2^nd World Congress on Cancer Science & Therapy

September 10-12, 2012 Hilton San Antonio Airport, USA

Kamal Datta

Scientific Tracks Abstracts: JCST

Abstract :

R isk of colorectal cancer (CRC) increases after exposure to ionizing radiation (IR). However, CRC risk prediction following heavy ion space radiation exposure is hindered due to scarcity of in vivo mechanistic understanding. Therefore, intestinal tumorigenesis and mechanisms of tumorigenesis were studied after 1.6 Gy of 56 Fe radiation (energy: 1000 MeV/nucleon) exposure in APC Min/+ and wild type C57BL/6J mice (n=20; 6 to 8 wks old; female) and results were compared to equitoxic 2 Gy γ radiation. For tumorigenesis study, APC Min/+ mice were humanely sacrificed between 100 and 110 days after radiation exposure, intestine surgically removed, lumen washed and cut open along the length, tumors counted, and tissues preserved for molecular analysis.
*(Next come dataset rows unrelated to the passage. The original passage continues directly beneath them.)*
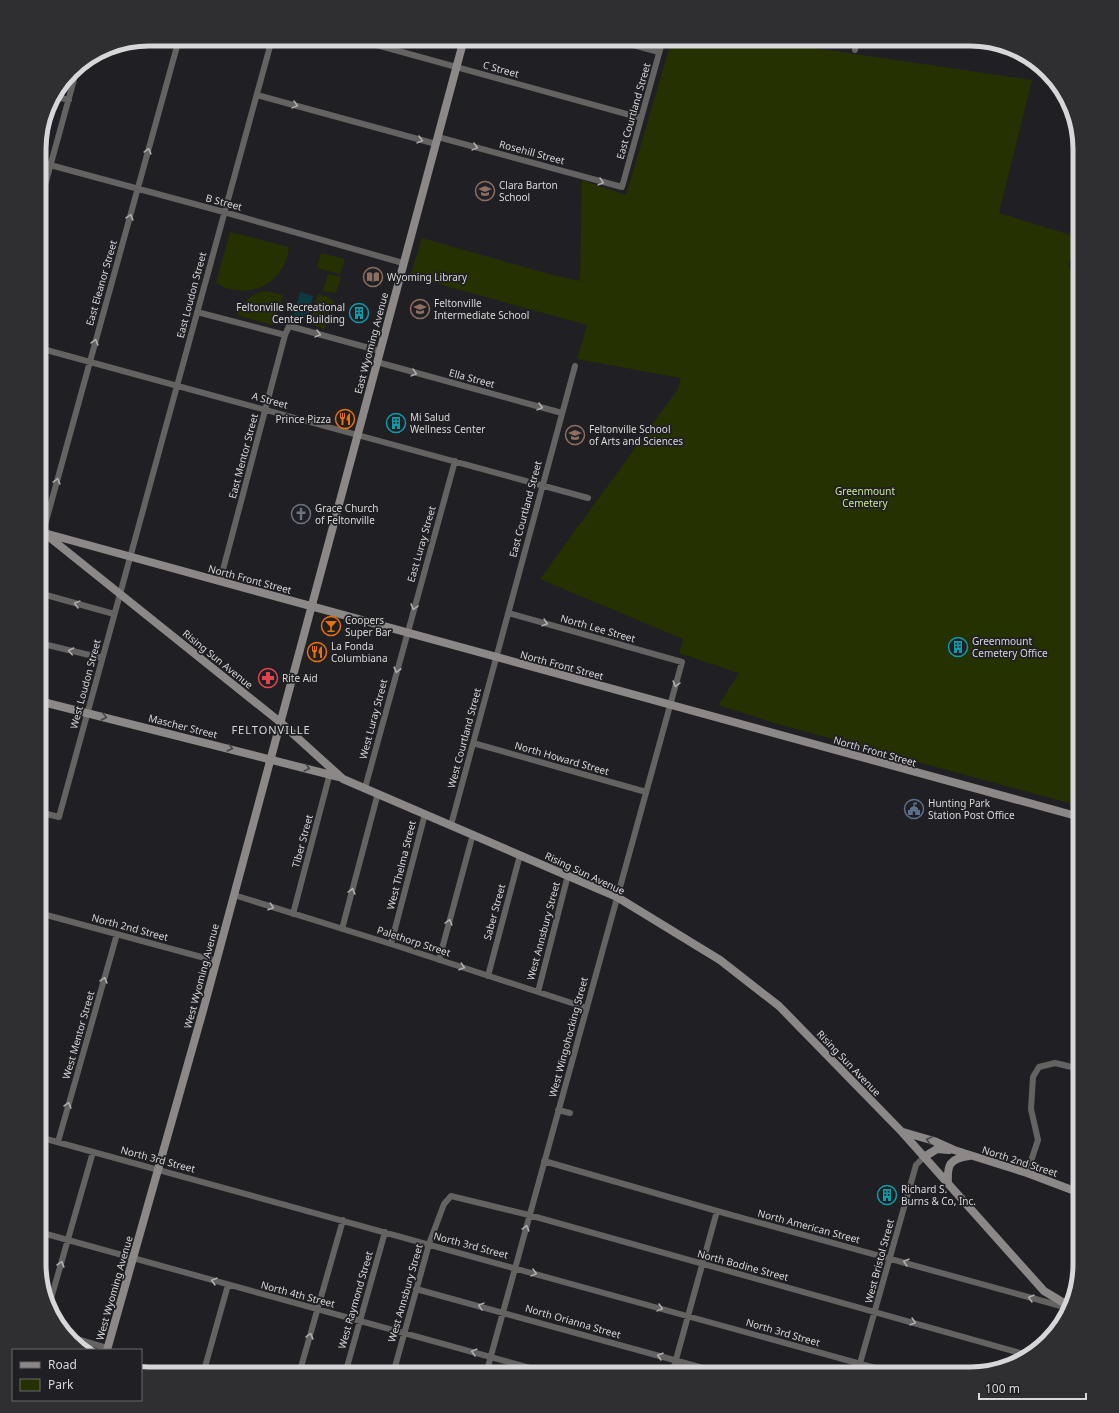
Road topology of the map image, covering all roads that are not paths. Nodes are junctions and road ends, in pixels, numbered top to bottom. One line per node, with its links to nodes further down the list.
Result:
1 (177, 46): 21 (street, East Eleanor Street, one-way to 1)
2 (270, 46): 12 (street, East Loudon Street)
3 (379, 46): 10 (street, C Street)
4 (462, 46): 10 (street, East Wyoming Avenue)
5 (637, 46): 9 (street)
6 (661, 46): 9 (street, East Courtland Street)
7 (855, 46): 8 (street)
8 (854, 50)
9 (659, 52): 15 (street, East Courtland Street)
10 (456, 68): 15 (street, C Street); 16 (street, East Wyoming Avenue)
11 (75, 77): 14 (street)
12 (258, 95): 16 (street, Rosehill Street, one-way to 16); 22 (street, East Loudon Street)
13 (60, 98): 14 (street)
14 (69, 100): 18 (street)
15 (641, 118): 20 (street, East Courtland Street)
16 (437, 140): 20 (street, Rosehill Street, one-way to 20); 23 (street, East Wyoming Avenue)
17 (46, 164): 18 (street, B Street)
18 (51, 165): 19 (street); 21 (street, B Street)
19 (46, 182)
20 (622, 187)
21 (138, 189): 22 (street, B Street); 28 (street, East Eleanor Street, one-way to 21)
22 (224, 212): 23 (street, B Street); 24 (street, East Loudon Street)
23 (403, 263): 27 (street, East Wyoming Avenue)
24 (197, 312): 25 (street); 31 (street, East Loudon Street)
25 (285, 335): 27 (street, one-way to 27); 32 (street, East Mentor Street)
26 (46, 350): 28 (street, A Street)
27 (380, 351): 29 (street, East Wyoming Avenue)
28 (89, 362): 31 (street, A Street); 38 (street, East Eleanor Street, one-way to 28)
29 (377, 362): 33 (street, Ella Street, one-way to 33); 34 (street, East Wyoming Avenue)
30 (575, 366): 33 (street, East Courtland Street)
31 (178, 386): 32 (street, A Street); 41 (street, East Loudon Street)
32 (265, 409): 34 (street, A Street); 42 (street, East Mentor Street)
33 (562, 413): 36 (street, East Courtland Street)
34 (357, 435): 35 (street, A Street); 45 (street, East Wyoming Avenue)
35 (455, 461): 36 (street, A Street); 48 (street, East Luray Street, one-way to 48)
36 (542, 485): 37 (street, A Street); 46 (street, East Courtland Street)
37 (588, 498)
38 (46, 510)
39 (46, 533): 41 (street, North Front Street)
40 (46, 536): 43 (street, Rising Sun Avenue)
41 (131, 557): 42 (street, North Front Street); 43 (street, West Loudon Street)
42 (220, 581): 45 (street, North Front Street)
43 (121, 593): 47 (street, West Loudon Street); 56 (street, Rising Sun Avenue)
44 (46, 595): 47 (street, one-way to 44)
45 (311, 606): 48 (street, North Front Street); 56 (street, West Wyoming Avenue)
46 (508, 613): 50 (street, East Courtland Street); 52 (street, North Lee Street, one-way to 52)
47 (114, 614): 51 (street, West Loudon Street)
48 (407, 633): 50 (street, North Front Street); 61 (street, West Luray Street, one-way to 61)
49 (46, 645): 51 (street, one-way to 49)
50 (496, 657): 54 (street, North Front Street); 57 (street, West Courtland Street)
51 (102, 658): 55 (street, West Loudon Street)
52 (682, 662): 54 (street, West Wingohocking Street, one-way to 54)
53 (46, 703): 55 (street, Mascher Street)
54 (670, 705): 62 (street, West Wingohocking Street); 66 (street, North Front Street)
55 (88, 713): 58 (street, Mascher Street, one-way to 58); 64 (street, West Loudon Street)
56 (280, 722): 58 (street, West Wyoming Avenue); 60 (street, Rising Sun Avenue)
57 (473, 743): 62 (street, North Howard Street); 67 (street, West Courtland Street)
58 (270, 758): 59 (street, Mascher Street, one-way to 59); 71 (street, West Wyoming Avenue)
59 (330, 773): 60 (street, Mascher Street); 73 (street, Tiber Street)
60 (344, 779): 61 (street, Rising Sun Avenue)
61 (365, 788): 63 (street, Rising Sun Avenue)
62 (646, 792): 72 (street, West Wingohocking Street)
63 (378, 793): 65 (street, Rising Sun Avenue); 75 (street, one-way to 63)
64 (46, 814)
65 (425, 814): 67 (street, Rising Sun Avenue); 77 (street, West Thelma Street)
66 (1073, 815)
67 (451, 825): 68 (street, Rising Sun Avenue)
68 (473, 834): 69 (street, Rising Sun Avenue); 78 (street, one-way to 68)
69 (520, 854): 70 (street, Rising Sun Avenue); 80 (street, Saber Street)
70 (568, 875): 72 (street, Rising Sun Avenue); 81 (street, West Annsbury Street)
71 (234, 895): 73 (street, Palethorp Street, one-way to 73); 79 (street, West Wyoming Avenue)
72 (617, 897): 82 (street, West Wingohocking Street); 86 (street, Rising Sun Avenue)
73 (293, 914): 75 (street, Palethorp Street)
74 (46, 915): 76 (street, North 2nd Street)
75 (342, 928): 77 (street, Palethorp Street)
76 (117, 934): 79 (street, North 2nd Street); 88 (street, West Mentor Street, one-way to 76)
77 (391, 944): 78 (street, Palethorp Street)
78 (439, 960): 80 (street, Palethorp Street, one-way to 80)
79 (216, 961): 94 (street, West Wyoming Avenue)
80 (488, 976): 81 (street, Palethorp Street)
81 (538, 992): 82 (street, Palethorp Street)
82 (586, 1008): 84 (street, West Wingohocking Street)
83 (1073, 1067): 95 (street)
84 (558, 1110): 85 (street); 93 (street, West Wingohocking Street)
85 (570, 1113)
86 (902, 1132): 89 (street, North 2nd Street, one-way to 86); 92 (street, Rising Sun Avenue)
87 (46, 1139): 88 (street, North 3rd Street)
88 (58, 1142): 90 (street, North 3rd Street)
89 (954, 1150): 91 (street, North 2nd Street); 92 (street, North 2nd Street)
90 (93, 1152): 94 (street, North 3rd Street); 104 (street)
91 (970, 1156): 95 (street, North 2nd Street); 96 (street)
92 (924, 1157): 96 (street, Rising Sun Avenue); 107 (street, West Bristol Street)
93 (544, 1161): 99 (street, North American Street); 100 (street, West Wingohocking Street)
94 (157, 1170): 101 (street, North 3rd Street); 106 (street, West Wyoming Avenue)
95 (1027, 1173): 97 (street, North 2nd Street)
96 (948, 1183): 113 (street, Rising Sun Avenue)
97 (1073, 1189)
98 (450, 1196): 100 (street, North Bodine Street); 105 (street, West Annsbury Street)
99 (717, 1211): 107 (street, North American Street); 108 (street)
100 (529, 1215): 108 (street, North Bodine Street); 109 (street, West Wingohocking Street, one-way to 100)
101 (343, 1220): 102 (street, North 3rd Street); 115 (street)
102 (385, 1232): 105 (street, North 3rd Street); 119 (street, West Raymond Street)
103 (46, 1234): 104 (street, North 4th Street)
104 (68, 1240): 106 (street, North 4th Street); 112 (street, one-way to 104)
105 (429, 1244): 109 (street, North 3rd Street); 111 (street, West Annsbury Street)
106 (133, 1258): 110 (street, North 4th Street, one-way to 106); 122 (street, West Wyoming Avenue)
107 (890, 1258): 114 (street, North American Street, one-way to 107); 116 (street, West Bristol Street)
108 (702, 1264): 116 (street, North Bodine Street); 118 (street)
109 (515, 1268): 117 (street, West Wingohocking Street); 118 (street, North 3rd Street, one-way to 118)
110 (228, 1285): 115 (street, North 4th Street); 127 (street)
111 (416, 1289): 117 (street, North Orianna Street, one-way to 111); 120 (street, West Annsbury Street)
112 (51, 1297)
113 (1065, 1304)
114 (1064, 1306)
115 (318, 1309): 119 (street, North 4th Street); 128 (street, one-way to 115)
116 (876, 1311): 123 (street, North Bodine Street, one-way to 123); 126 (street, West Bristol Street)
117 (503, 1312): 124 (street, West Wingohocking Street); 125 (street, North Orianna Street, one-way to 117)
118 (688, 1316): 125 (street); 126 (street, North 3rd Street)
119 (360, 1321): 120 (street, North 4th Street); 129 (street, West Raymond Street)
120 (404, 1333): 124 (street, North 4th Street, one-way to 120); 130 (street, West Annsbury Street)
121 (79, 1340): 122 (street)
122 (107, 1349)
123 (1021, 1353)
124 (490, 1357): 131 (street, West Wingohocking Street); 132 (street, North 4th Street)
125 (676, 1360): 133 (street); 134 (street, North Orianna Street)
126 (860, 1364): 135 (street, West Bristol Street); 136 (street, North 3rd Street)
127 (205, 1367)
128 (302, 1367)
129 (347, 1367)
130 (395, 1367)
131 (488, 1367)
132 (526, 1367)
133 (674, 1367)
134 (700, 1367)
135 (859, 1367)
136 (871, 1367)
Because chronic oxidative stress is implicated in carcinogenesis, we also assessed reactive oxygen species, mitochondrial status, and antioxidant activity in wild type mouse intestine 1-year after radiation exposure. In APC Min/+ mice, relative to controls and γ -rays, intestinal tumor frequency was higher after 56 Fe. Staining for phospho-histone H3 indicating proliferation was more and alcian blue staining indicating differentiation was less in 56 Fe than γ tumors. Activation of β-catenin was more in 56 Fe-irradiated normal and tumor tissues. When considered with higher levels of cyclin-D1, we concluded that relative to γ radiation high-energy 56Fe irradiation led to higher intestinal tumorigenesis, tumor proliferative index, and reduced tumor cell differentiation due to preferentially greater activation of β-catenin and its downstream effectors. In wild type mice, long-term functional dysregulation of mitochondria and increased NADPH oxidase activity are major contributing factors towards heavy ion radiation-induced persistent oxidative stress in IEC with potential for neoplastic transformation.

Biography :

Dr. Kamal Datta has completed his M.D. in Biochemistry at the All India Institute of Medical Sciences (AIIMS), New Delhi and did postdoctoral studies from the National Institutes of Health. He is the Assistant Professor of Biochemistry at the Georgetown University Medical Cancer. He has published more than 25 papers in reputed peer-reviewed journals including PNAS, Blood, Cancer Research, International Journal of Cancer and Cancer Gene Therapy and serving as an editorial board member of the Journal of Carcinogenesis and Mutagenesis.